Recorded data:
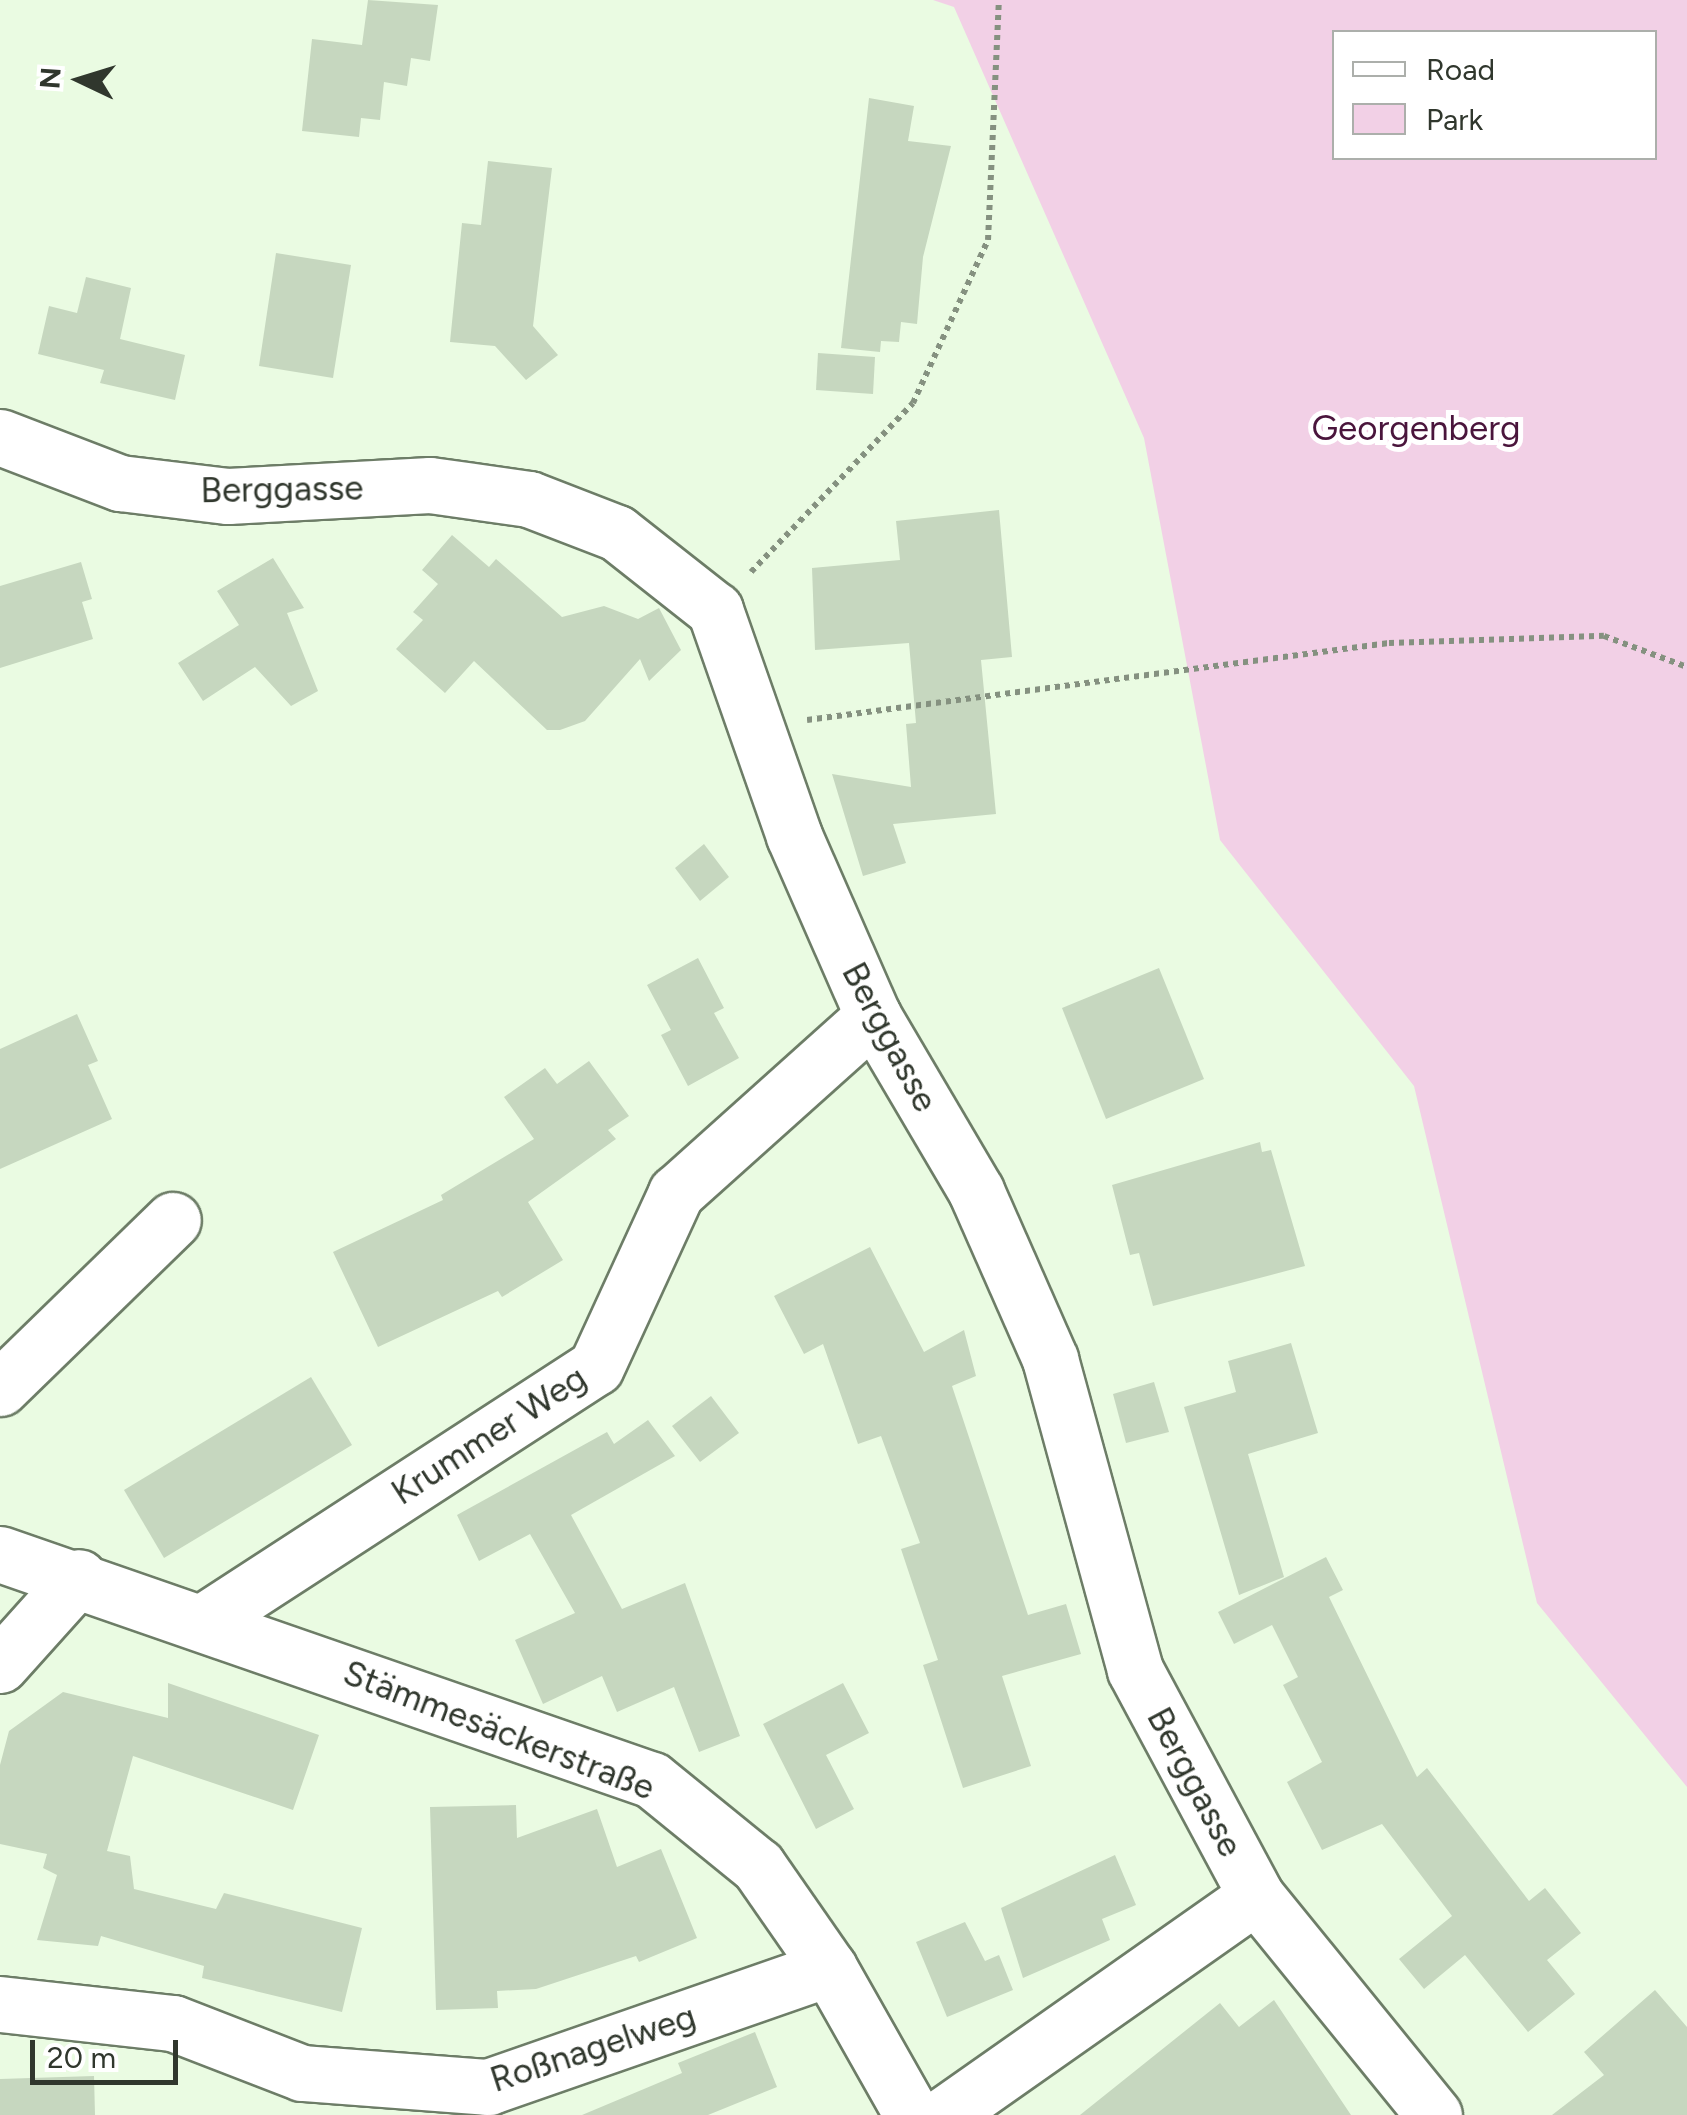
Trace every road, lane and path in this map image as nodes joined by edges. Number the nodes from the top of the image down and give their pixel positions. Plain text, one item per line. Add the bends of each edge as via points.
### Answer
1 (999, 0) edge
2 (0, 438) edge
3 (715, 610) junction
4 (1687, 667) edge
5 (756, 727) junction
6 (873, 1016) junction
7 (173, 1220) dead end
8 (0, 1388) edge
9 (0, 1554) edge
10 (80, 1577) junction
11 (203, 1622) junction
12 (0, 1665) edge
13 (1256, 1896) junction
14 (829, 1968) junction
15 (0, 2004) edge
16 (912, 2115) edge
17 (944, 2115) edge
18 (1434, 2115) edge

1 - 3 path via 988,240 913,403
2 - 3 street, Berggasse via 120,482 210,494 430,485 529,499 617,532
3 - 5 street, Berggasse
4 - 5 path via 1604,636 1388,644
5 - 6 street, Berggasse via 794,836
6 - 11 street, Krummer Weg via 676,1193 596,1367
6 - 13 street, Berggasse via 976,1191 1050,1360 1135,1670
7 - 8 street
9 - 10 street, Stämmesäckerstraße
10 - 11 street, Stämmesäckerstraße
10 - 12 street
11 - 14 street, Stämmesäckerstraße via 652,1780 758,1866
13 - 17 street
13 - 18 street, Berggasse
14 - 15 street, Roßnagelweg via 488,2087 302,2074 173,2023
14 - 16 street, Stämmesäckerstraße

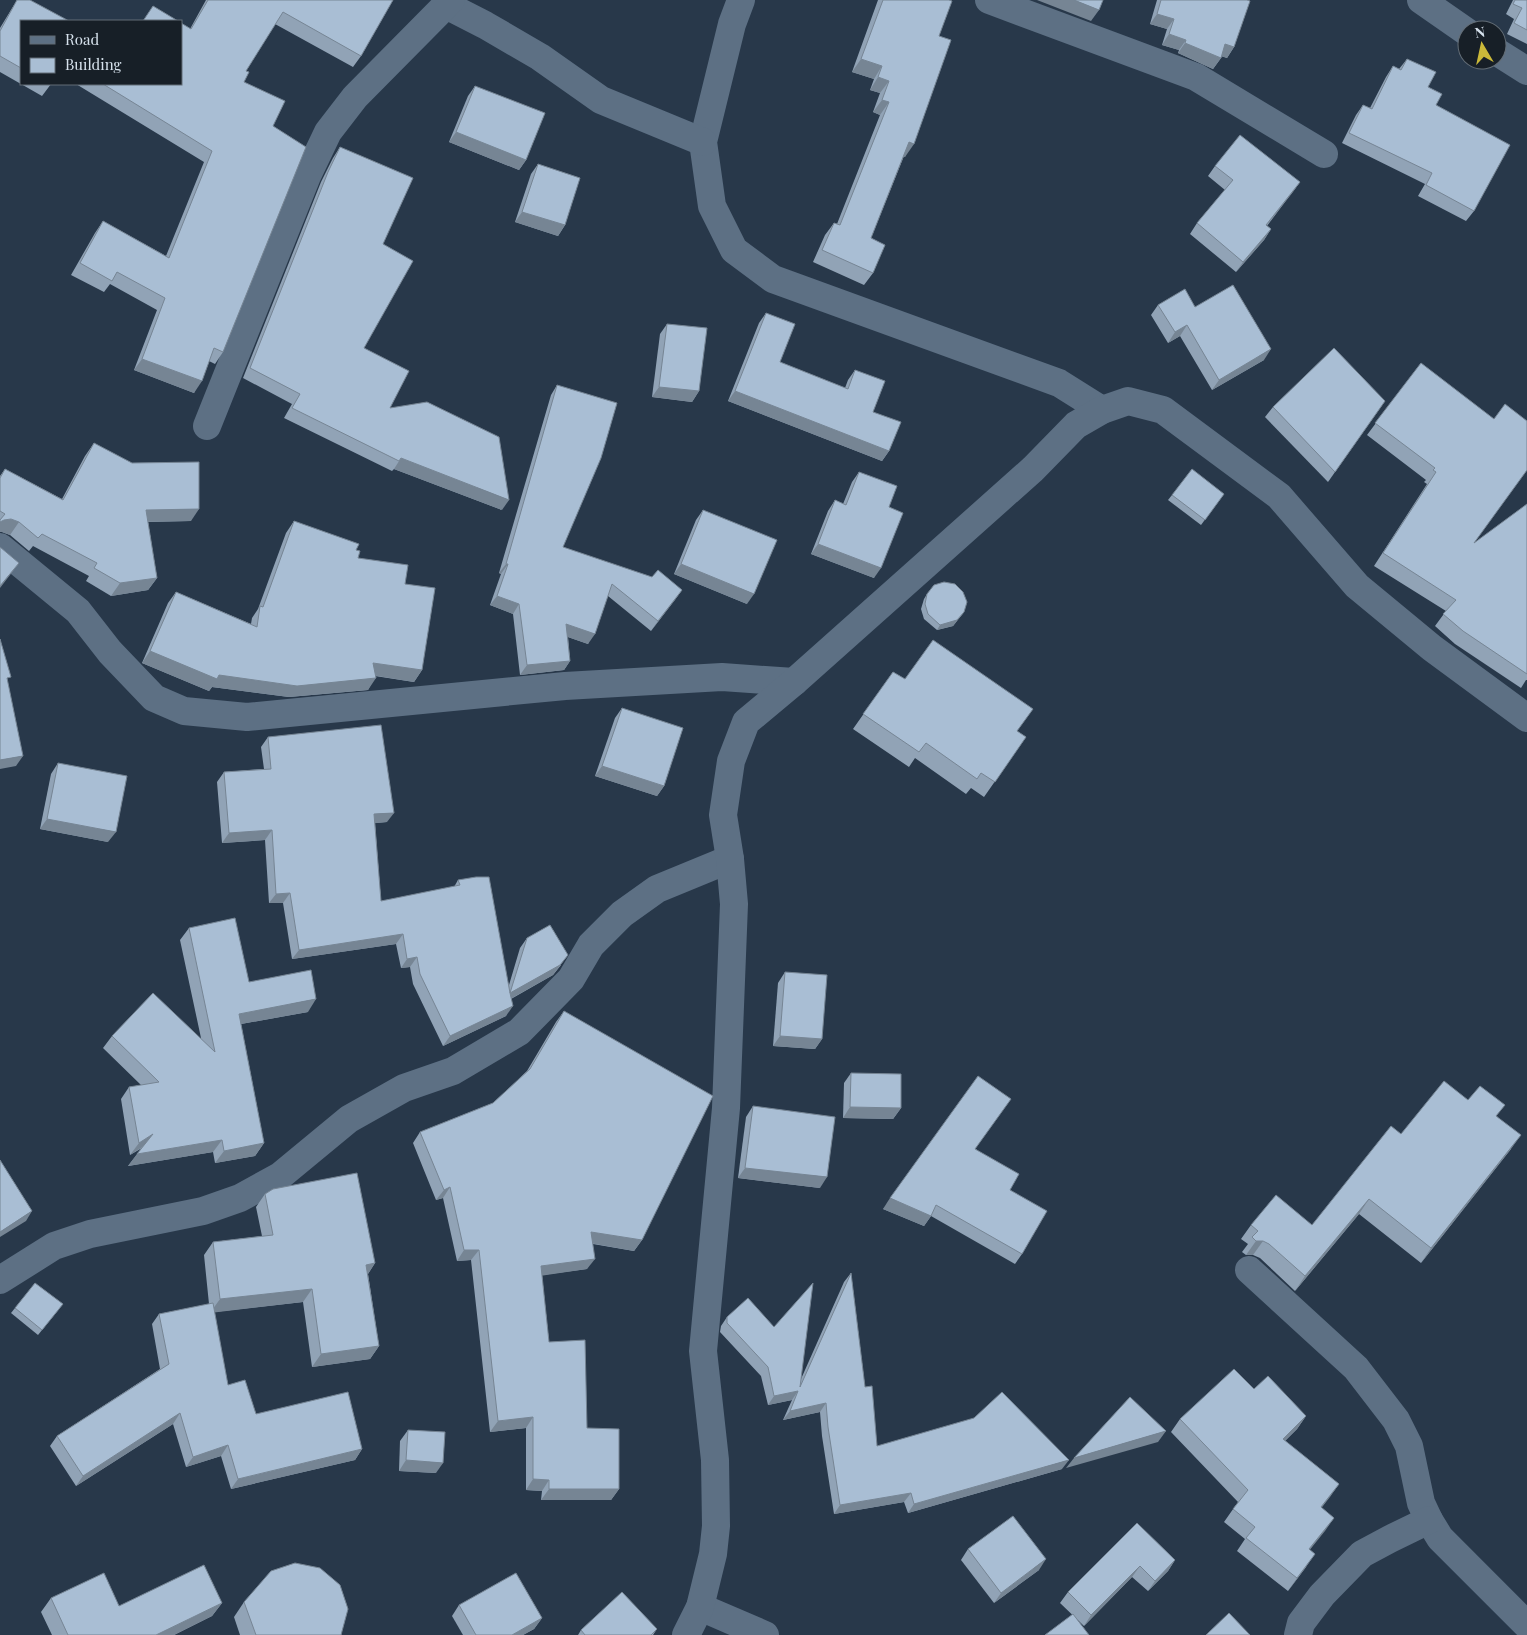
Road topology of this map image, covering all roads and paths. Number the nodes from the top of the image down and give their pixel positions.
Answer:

▶ Assignment:
Pull every line holding "image" out of the records.

▶ Output of the task:
Trace every road, lane and path in this map image as nodes joined by edges. Number the nodes from the top of the image down and give their pixel positions. Plain text, one item per line. Add the bends of each edge as via points.
Road topology of this map image, covering all roads and paths. Number the nodes from the top of the image down and give their pixel positions.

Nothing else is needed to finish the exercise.